◆ **SOURCE MATERIAL**:
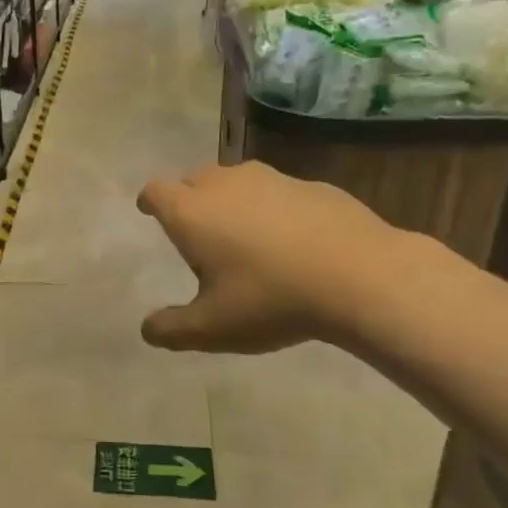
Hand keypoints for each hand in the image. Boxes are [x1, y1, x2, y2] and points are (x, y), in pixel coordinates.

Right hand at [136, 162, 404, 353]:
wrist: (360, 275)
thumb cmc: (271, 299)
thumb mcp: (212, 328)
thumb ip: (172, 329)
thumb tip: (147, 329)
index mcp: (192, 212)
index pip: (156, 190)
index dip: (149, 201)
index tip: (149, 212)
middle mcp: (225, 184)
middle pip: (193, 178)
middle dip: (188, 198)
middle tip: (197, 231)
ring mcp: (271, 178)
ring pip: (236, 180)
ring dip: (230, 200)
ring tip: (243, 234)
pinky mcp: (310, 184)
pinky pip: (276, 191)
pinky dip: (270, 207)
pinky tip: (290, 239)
* * *
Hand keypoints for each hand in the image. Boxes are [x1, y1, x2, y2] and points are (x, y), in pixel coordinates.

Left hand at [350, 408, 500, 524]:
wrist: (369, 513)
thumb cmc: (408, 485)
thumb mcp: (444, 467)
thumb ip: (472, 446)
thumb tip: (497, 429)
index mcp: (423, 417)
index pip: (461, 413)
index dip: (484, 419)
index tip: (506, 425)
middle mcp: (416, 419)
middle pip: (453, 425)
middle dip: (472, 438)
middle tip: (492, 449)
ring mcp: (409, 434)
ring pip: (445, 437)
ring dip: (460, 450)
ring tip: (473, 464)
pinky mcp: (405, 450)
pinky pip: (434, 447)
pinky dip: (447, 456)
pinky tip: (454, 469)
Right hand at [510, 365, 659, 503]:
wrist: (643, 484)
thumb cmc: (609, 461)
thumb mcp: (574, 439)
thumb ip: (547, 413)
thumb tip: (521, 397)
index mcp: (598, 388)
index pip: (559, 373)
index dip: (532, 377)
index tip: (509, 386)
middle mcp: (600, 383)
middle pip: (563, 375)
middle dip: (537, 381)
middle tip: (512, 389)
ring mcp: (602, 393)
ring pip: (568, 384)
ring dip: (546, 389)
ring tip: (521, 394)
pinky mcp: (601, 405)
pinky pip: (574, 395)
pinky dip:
...
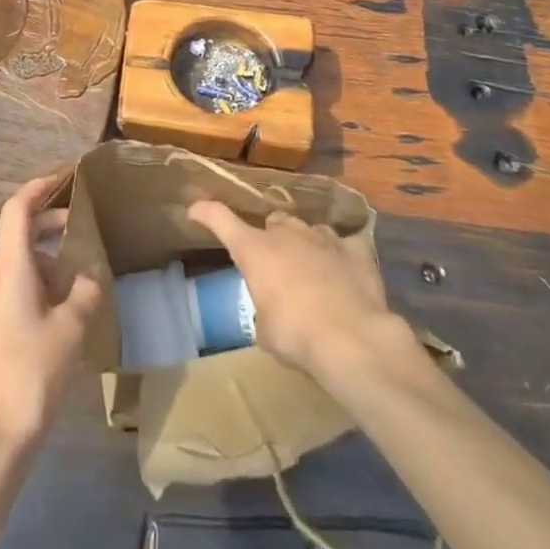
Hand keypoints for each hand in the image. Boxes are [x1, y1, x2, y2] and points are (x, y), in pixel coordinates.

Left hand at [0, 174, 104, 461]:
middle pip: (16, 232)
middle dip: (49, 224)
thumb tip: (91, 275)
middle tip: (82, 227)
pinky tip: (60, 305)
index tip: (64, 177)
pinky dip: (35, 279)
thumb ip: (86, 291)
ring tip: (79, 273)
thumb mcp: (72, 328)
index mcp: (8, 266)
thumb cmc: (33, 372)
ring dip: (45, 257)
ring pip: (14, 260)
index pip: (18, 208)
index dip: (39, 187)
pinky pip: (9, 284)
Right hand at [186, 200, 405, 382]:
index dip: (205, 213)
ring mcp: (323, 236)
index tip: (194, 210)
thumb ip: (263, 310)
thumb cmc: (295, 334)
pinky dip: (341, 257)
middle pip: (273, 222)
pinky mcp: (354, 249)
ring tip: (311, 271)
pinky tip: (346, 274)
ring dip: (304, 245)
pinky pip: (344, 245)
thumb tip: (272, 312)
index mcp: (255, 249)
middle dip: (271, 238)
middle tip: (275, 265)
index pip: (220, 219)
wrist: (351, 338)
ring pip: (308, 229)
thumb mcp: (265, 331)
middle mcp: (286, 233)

◆ **WHAT THIS TASK INVOLVES**: Start with the line above that contains "ring dip: (460, 450)" and stop after the line that contains "thumb tip: (521, 397)". Output those lines exactly, and only those.

◆ **EXERCISE SOLUTION**:
ring dip: (460, 450)
ring tip: (473, 464)
pinky mcp: (405, 450)
pinky pip: (434, 447)
pinky dip: (447, 456)
pinky tip: (454, 469)
Right hand at [510, 365, 659, 503]:
wrist: (643, 484)
thumb cmc: (609, 461)
thumb mcp: (574, 439)
thumb ip: (547, 413)
thumb tip: (521, 397)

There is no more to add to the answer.